Ogni confezione ha un numero fisso di pezzi, un modello da costruire e una serie
di varianti. Con l’aumentare del numero di confezioni si amplia il ventaglio
delle variazioni possibili, per ottenere costruzioni di fantasia. La serie
moltiplica le infrazioni alla regola, estendendo il raggio d’azione.

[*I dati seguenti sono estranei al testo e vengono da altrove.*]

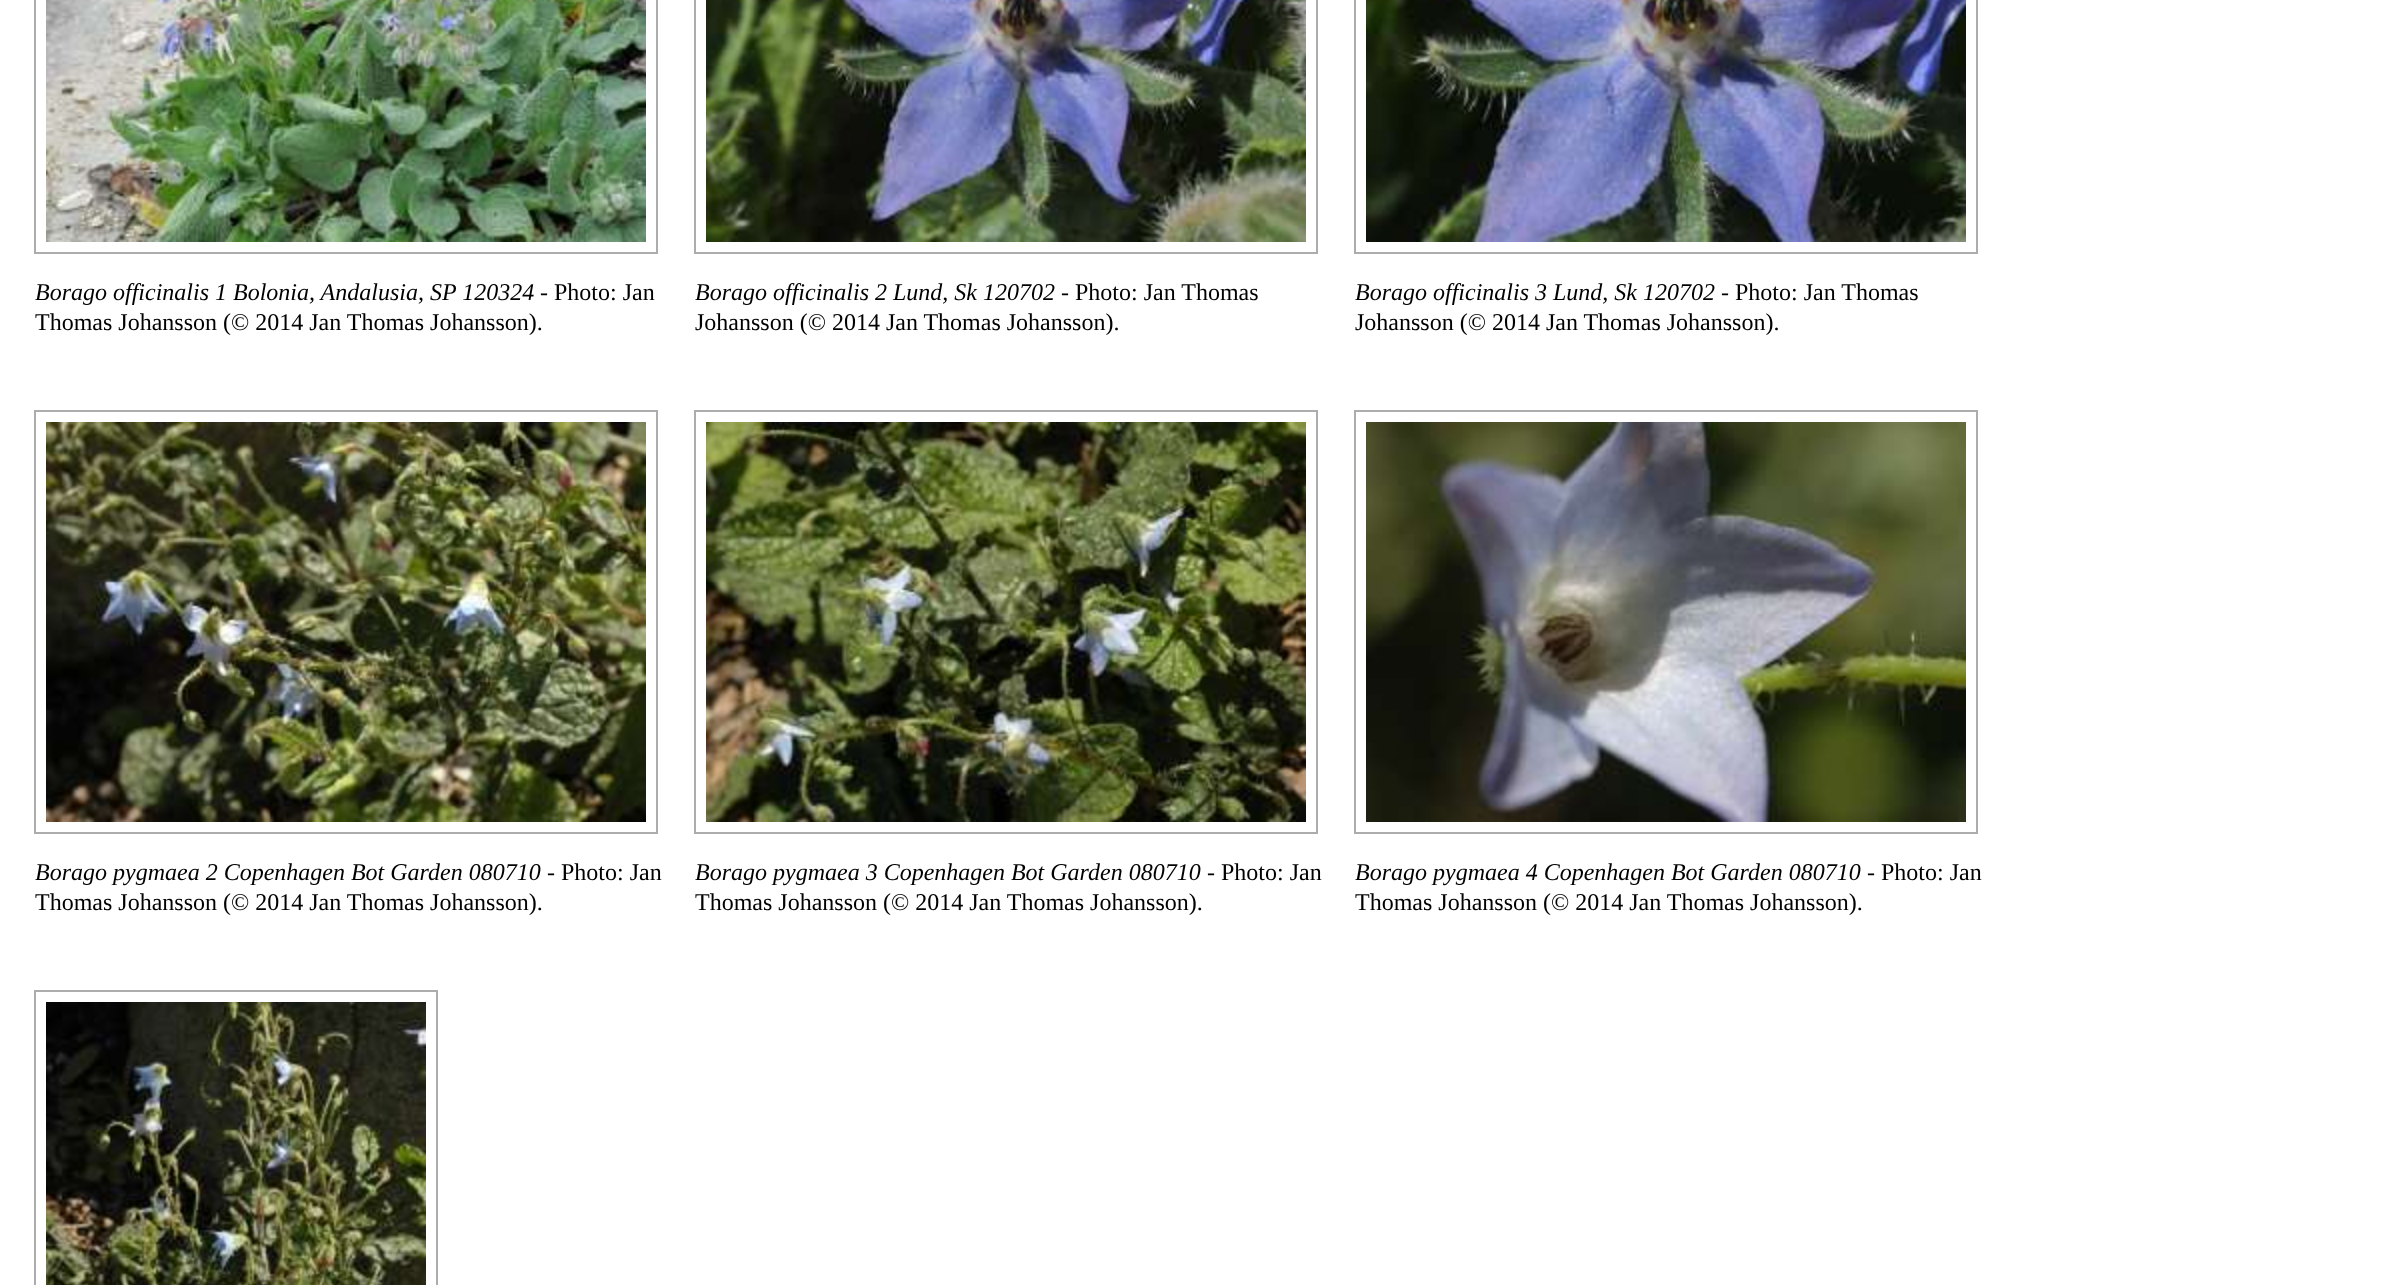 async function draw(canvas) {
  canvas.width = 2398;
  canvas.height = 1285;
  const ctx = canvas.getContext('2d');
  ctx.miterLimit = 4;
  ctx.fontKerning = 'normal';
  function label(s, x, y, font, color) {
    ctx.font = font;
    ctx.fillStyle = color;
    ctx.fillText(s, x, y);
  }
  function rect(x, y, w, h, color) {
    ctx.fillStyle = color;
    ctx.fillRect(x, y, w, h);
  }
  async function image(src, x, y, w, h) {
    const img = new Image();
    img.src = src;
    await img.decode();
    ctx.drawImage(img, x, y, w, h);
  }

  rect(0, 0, 2398, 1285, '#fff');
  ctx.strokeStyle = '#acacac';
  ctx.lineWidth = 2;
  ctx.strokeRect(35, -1, 622, 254);
  await image('assets/img1.png', 46, 0, 600, 242);
  label('Borago officinalis 1 Bolonia, Andalusia, SP 120324', 35, 300, 'italic 24px Liberation Serif', '#000');
  label('- Photo: Jan', 540, 300, '24px Liberation Serif', '#000');
  label('Thomas Johansson (© 2014 Jan Thomas Johansson).', 35, 330, '24px Liberation Serif', '#000');
  ctx.strokeRect(695, -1, 622, 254);
  await image('assets/img2.png', 706, 0, 600, 242);
  label('Borago officinalis 2 Lund, Sk 120702', 695, 300, 'italic 24px Liberation Serif', '#000');
  label('- Photo: Jan Thomas', 1061, 300, '24px Liberation Serif', '#000');
  label('Johansson (© 2014 Jan Thomas Johansson).', 695, 330, '24px Liberation Serif', '#000');
  ctx.strokeRect(1355, -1, 622, 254);
  await image('assets/img3.png', 1366, 0, 600, 242);
  label('Borago officinalis 3 Lund, Sk 120702', 1355, 300, 'italic 24px Liberation Serif', '#000');
  label('- Photo: Jan Thomas', 1721, 300, '24px Liberation Serif', '#000');
  label('Johansson (© 2014 Jan Thomas Johansson).', 1355, 330, '24px Liberation Serif', '#000');
  ctx.strokeRect(35, 411, 622, 422);
  await image('assets/img4.png', 46, 422, 600, 400);
  label('Borago pygmaea 2 Copenhagen Bot Garden 080710', 35, 880, 'italic 24px Liberation Serif', '#000');
  label('- Photo: Jan', 547, 880, '24px Liberation Serif', '#000');
  label('Thomas Johansson (© 2014 Jan Thomas Johansson).', 35, 910, '24px Liberation Serif', '#000');
  ctx.strokeRect(695, 411, 622, 422);
  await image('assets/img5.png', 706, 422, 600, 400);
  label('Borago pygmaea 3 Copenhagen Bot Garden 080710', 695, 880, 'italic 24px Liberation Serif', '#000');
  label('- Photo: Jan', 1207, 880, '24px Liberation Serif', '#000');
  label('Thomas Johansson (© 2014 Jan Thomas Johansson).', 695, 910, '24px Liberation Serif', '#000');
  ctx.strokeRect(1355, 411, 622, 422);
  await image('assets/img6.png', 1366, 422, 600, 400);
  label('Borago pygmaea 4 Copenhagen Bot Garden 080710', 1355, 880, 'italic 24px Liberation Serif', '#000');
  label('- Photo: Jan', 1867, 880, '24px Liberation Serif', '#000');
  label('Thomas Johansson (© 2014 Jan Thomas Johansson).', 1355, 910, '24px Liberation Serif', '#000');
  ctx.strokeRect(35, 991, 402, 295);
  await image('assets/img7.png', 46, 1002, 380, 283);
}

draw(document.querySelector('canvas')); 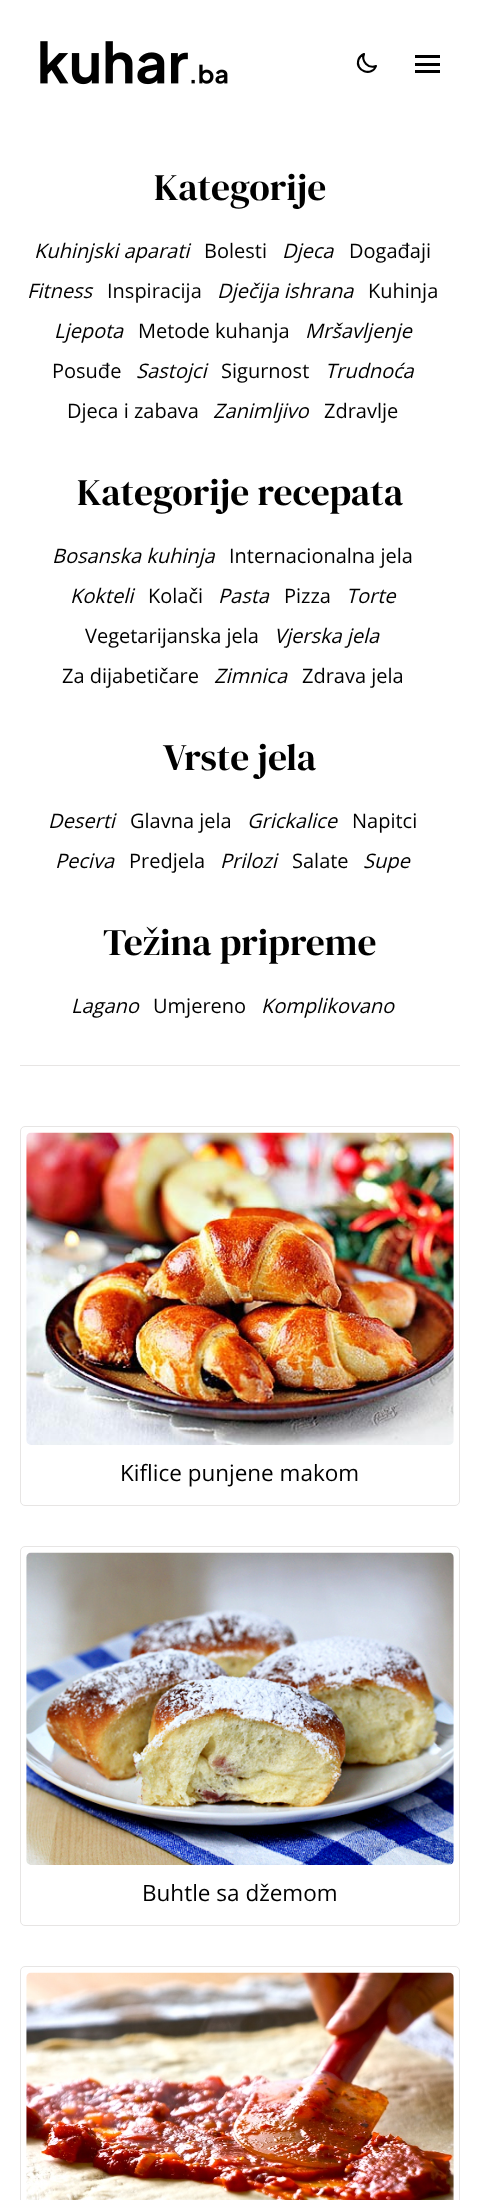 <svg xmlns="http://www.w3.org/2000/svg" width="479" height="2200">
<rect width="100%" height="100%" fill="#fff"/>
<image x="40" y="41" width="188" height="44" href="media/1.png"/>
<path d="M376 66c-7.5 3-15-4.5-12-12c-2.5 1-4.5 3-5.5 5.5c-4 11.5 13.5 17.5 17.5 6.5z" fill="none" stroke="#000" stroke-width="2.1" stroke-linecap="round" stroke-linejoin="round"/>
<rect x="415" y="55" width="25" height="3" fill="#000"/>
<rect x="415" y="63" width="25" height="3" fill="#000"/>
<rect x="415" y="70" width="25" height="3" fill="#000"/>
<rect x="20" y="1065" width="440" height="1" fill="#e7e5e4"/>
<text x="154" y="200" style="font-family:DM Serif Display;font-size:37.5px;fill:#000">Kategorije</text>
<text x="34" y="258" style="font-family:Open Sans;font-size:20px;font-style:italic;fill:#000">Kuhinjski aparati</text>
<text x="204" y="258" style="font-family:Open Sans;font-size:20px;fill:#000">Bolesti</text>
<text x="282" y="258" style="font-family:Open Sans;font-size:20px;font-style:italic;fill:#000">Djeca</text>
<text x="349" y="258" style="font-family:Open Sans;font-size:20px;fill:#000">Događaji</text>
<text x="27" y="298" style="font-family:Open Sans;font-size:20px;font-style:italic;fill:#000">Fitness</text>
<text x="107" y="298" style="font-family:Open Sans;font-size:20px;fill:#000">Inspiracija</text>
<text x="217" y="298" style="font-family:Open Sans;font-size:20px;font-style:italic;fill:#000">Dječija ishrana</text>
<text x="368" y="298" style="font-family:Open Sans;font-size:20px;fill:#000">Kuhinja</text>
<text x="54" y="338" style="font-family:Open Sans;font-size:20px;font-style:italic;fill:#000">Ljepota</text>
<text x="138" y="338" style="font-family:Open Sans;font-size:20px;fill:#000">Metode kuhanja</text>
<text x="305" y="338" style="font-family:Open Sans;font-size:20px;font-style:italic;fill:#000">Mršavljenje</text>
<text x="52" y="378" style="font-family:Open Sans;font-size:20px;fill:#000">Posuđe</text>
<text x="136" y="378" style="font-family:Open Sans;font-size:20px;font-style:italic;fill:#000">Sastojci</text>
<text x="221" y="378" style="font-family:Open Sans;font-size:20px;fill:#000">Sigurnost</text>
<text x="325" y="378" style="font-family:Open Sans;font-size:20px;font-style:italic;fill:#000">Trudnoća</text>
<text x="67" y="418" style="font-family:Open Sans;font-size:20px;fill:#000">Djeca i zabava</text>
<text x="213" y="418" style="font-family:Open Sans;font-size:20px;font-style:italic;fill:#000">Zanimljivo</text>
<text x="324" y="418" style="font-family:Open Sans;font-size:20px;fill:#000">Zdravlje</text>
<text x="77" y="505" style="font-family:DM Serif Display;font-size:37.5px;fill:#000">Kategorije recepata</text>
<text x="52" y="563" style="font-family:Open Sans;font-size:20px;font-style:italic;fill:#000">Bosanska kuhinja</text>
<text x="229" y="563" style="font-family:Open Sans;font-size:20px;fill:#000">Internacionalna jela</text>
<text x="70" y="603" style="font-family:Open Sans;font-size:20px;font-style:italic;fill:#000">Kokteli</text>
<text x="148" y="603" style="font-family:Open Sans;font-size:20px;fill:#000">Kolači</text>
<text x="218" y="603" style="font-family:Open Sans;font-size:20px;font-style:italic;fill:#000">Pasta</text>
<text x="284" y="603" style="font-family:Open Sans;font-size:20px;fill:#000">Pizza</text>
<text x="346" y="603" style="font-family:Open Sans;font-size:20px;font-style:italic;fill:#000">Torte</text>
<text x="85" y="643" style="font-family:Open Sans;font-size:20px;fill:#000">Vegetarijanska jela</text>
<text x="274" y="643" style="font-family:Open Sans;font-size:20px;font-style:italic;fill:#000">Vjerska jela</text>
<text x="62" y="683" style="font-family:Open Sans;font-size:20px;fill:#000">Za dijabetičare</text>
<text x="214" y="683" style="font-family:Open Sans;font-size:20px;font-style:italic;fill:#000">Zimnica</text>
<text x="302" y="683" style="font-family:Open Sans;font-size:20px;fill:#000">Zdrava jela</text>
<text x="163" y="770" style="font-family:DM Serif Display;font-size:37.5px;fill:#000">Vrste jela</text>
<text x="48" y="828" style="font-family:Open Sans;font-size:20px;font-style:italic;fill:#000">Deserti</text>
<text x="130" y="828" style="font-family:Open Sans;font-size:20px;fill:#000">Glavna jela</text>
<text x="247" y="828" style="font-family:Open Sans;font-size:20px;font-style:italic;fill:#000">Grickalice</text>
<text x="352" y="828" style="font-family:Open Sans;font-size:20px;fill:#000">Napitci</text>
<text x="55" y="868" style="font-family:Open Sans;font-size:20px;font-style:italic;fill:#000">Peciva</text>
<text x="129" y="868" style="font-family:Open Sans;font-size:20px;fill:#000">Predjela</text>
<text x="220" y="868" style="font-family:Open Sans;font-size:20px;font-style:italic;fill:#000">Prilozi</text>
<text x="292" y="868" style="font-family:Open Sans;font-size:20px;fill:#000">Salate</text>
<text x="363" y="868" style="font-family:Open Sans;font-size:20px;font-style:italic;fill:#000">Supe</text>
<text x="103" y="955" style="font-family:DM Serif Display;font-size:37.5px;fill:#000">Težina pripreme</text>
<text x="71" y="1013" style="font-family:Open Sans;font-size:20px;font-style:italic;fill:#000">Lagano</text>
<text x="153" y="1013" style="font-family:Open Sans;font-size:20px;fill:#000">Umjereno</text>
<text x="261" y="1013" style="font-family:Open Sans;font-size:20px;font-style:italic;fill:#000">Komplikovano</text>
<rect x="20.5" y="1126.5" width="439" height="379" rx="4.5" fill="none" stroke="#e7e5e4"/>
<image x="26" y="1132" width="428" height="313" href="media/2.png"/>
<text x="120" y="1481" style="font-family:Open Sans;font-size:22.5px;fill:#000">Kiflice punjene makom</text>
<rect x="20.5" y="1546.5" width="439" height="379" rx="4.5" fill="none" stroke="#e7e5e4"/>
<image x="26" y="1552" width="428" height="313" href="media/3.png"/>
<text x="142" y="1901" style="font-family:Open Sans;font-size:22.5px;fill:#000">Buhtle sa džemom</text>
<rect x="20.5" y="1966.5" width="439" height="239" rx="4.5" fill="none" stroke="#e7e5e4"/>
<image x="26" y="1972" width="428" height="228" href="media/4.png"/>
</svg>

Alcune operazioni, però, sono sempre impossibili: il
concavo e il convesso tali restano, se ho quattro piedini in un parallelepipedo
non potrò mai incastrarlo in uno che dispone di due cavità, dovrò ricorrere ad
un altro parallelepipedo da due, ampliare il numero di pezzi, allontanandomi
sempre di più dal modello originale fino ad un punto n, quando il Lego diventa
materiale altro, magari per realizzare manufatti artistici, ma questa è
l’eccezione non la regola. Anche l’eccezione non è un caso, il Lego muove
comunque dentro una dimensione ludica, mentre tutto rientra nella ferrea logica
della serialità industriale quando si passa a
meccanismi predisposti per l’agire condizionato del consumo. Vale anche quando
si simula il massimo della libertà operativa con la motivazione di offrire risposte su misura al singolo
individuo. Ikea,
di recente, ha allestito un servizio illuminante in tal senso nell’area cucine.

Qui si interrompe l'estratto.